**WHAT IS REQUIRED**:
Only a number is wanted here: the count of lines in the data below where the string "nodes" occurs.

**RECORDS FOR THIS EXERCISE**:
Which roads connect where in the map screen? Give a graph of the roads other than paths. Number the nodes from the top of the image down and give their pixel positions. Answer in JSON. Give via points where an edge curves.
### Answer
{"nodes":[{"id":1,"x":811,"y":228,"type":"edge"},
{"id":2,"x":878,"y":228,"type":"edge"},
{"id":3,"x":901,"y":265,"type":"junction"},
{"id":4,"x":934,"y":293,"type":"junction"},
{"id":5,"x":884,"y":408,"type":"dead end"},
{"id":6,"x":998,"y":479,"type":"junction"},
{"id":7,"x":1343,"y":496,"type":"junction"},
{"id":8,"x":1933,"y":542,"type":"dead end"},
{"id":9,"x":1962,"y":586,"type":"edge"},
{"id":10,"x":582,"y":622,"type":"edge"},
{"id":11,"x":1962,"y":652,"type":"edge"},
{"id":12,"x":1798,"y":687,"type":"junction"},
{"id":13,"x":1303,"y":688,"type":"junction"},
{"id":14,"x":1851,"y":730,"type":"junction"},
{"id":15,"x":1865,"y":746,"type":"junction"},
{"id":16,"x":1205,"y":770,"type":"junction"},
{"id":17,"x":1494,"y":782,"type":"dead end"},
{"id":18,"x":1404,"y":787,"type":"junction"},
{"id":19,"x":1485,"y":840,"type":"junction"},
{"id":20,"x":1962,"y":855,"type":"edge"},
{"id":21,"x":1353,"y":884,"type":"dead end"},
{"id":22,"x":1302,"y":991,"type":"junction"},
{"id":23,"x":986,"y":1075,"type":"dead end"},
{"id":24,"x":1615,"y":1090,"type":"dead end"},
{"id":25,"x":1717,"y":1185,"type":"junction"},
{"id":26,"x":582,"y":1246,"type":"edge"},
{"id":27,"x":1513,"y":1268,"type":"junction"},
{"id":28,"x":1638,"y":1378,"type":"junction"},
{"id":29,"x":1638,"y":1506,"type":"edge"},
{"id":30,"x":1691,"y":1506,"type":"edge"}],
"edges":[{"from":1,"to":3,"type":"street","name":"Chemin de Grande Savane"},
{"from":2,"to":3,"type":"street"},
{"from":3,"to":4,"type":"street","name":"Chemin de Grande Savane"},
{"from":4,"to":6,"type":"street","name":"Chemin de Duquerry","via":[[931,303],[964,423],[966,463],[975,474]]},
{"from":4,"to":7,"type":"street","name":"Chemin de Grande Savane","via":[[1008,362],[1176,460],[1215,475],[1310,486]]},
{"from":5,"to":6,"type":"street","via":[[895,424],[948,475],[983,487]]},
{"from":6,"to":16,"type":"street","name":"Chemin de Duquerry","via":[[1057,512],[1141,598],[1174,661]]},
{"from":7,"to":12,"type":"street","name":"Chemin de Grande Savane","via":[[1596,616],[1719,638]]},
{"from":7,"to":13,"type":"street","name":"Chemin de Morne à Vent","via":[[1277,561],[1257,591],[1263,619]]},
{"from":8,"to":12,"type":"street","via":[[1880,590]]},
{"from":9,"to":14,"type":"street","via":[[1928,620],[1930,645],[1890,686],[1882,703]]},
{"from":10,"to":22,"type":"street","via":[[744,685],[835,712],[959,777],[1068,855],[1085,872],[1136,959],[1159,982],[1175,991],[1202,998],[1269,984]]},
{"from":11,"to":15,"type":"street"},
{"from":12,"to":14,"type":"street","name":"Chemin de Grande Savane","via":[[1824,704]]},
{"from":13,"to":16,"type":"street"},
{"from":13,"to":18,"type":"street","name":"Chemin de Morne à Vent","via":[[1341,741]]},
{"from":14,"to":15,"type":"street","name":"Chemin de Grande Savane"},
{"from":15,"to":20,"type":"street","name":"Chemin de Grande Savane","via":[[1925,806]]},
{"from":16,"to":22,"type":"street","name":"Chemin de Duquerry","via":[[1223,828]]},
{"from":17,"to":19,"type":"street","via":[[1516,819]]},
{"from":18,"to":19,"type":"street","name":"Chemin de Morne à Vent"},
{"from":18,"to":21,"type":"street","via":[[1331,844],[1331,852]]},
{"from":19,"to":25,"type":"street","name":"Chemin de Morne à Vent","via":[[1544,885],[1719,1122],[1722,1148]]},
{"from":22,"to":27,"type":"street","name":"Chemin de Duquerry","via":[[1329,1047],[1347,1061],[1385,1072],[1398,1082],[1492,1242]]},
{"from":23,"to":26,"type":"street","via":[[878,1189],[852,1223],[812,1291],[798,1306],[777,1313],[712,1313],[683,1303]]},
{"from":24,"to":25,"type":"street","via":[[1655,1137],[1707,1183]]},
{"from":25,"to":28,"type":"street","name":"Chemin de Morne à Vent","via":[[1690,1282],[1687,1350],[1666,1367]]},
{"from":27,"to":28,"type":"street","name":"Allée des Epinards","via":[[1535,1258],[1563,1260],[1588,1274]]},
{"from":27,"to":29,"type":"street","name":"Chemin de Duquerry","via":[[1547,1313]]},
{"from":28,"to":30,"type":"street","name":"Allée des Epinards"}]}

**ANSWER FOR THIS EXERCISE**:
2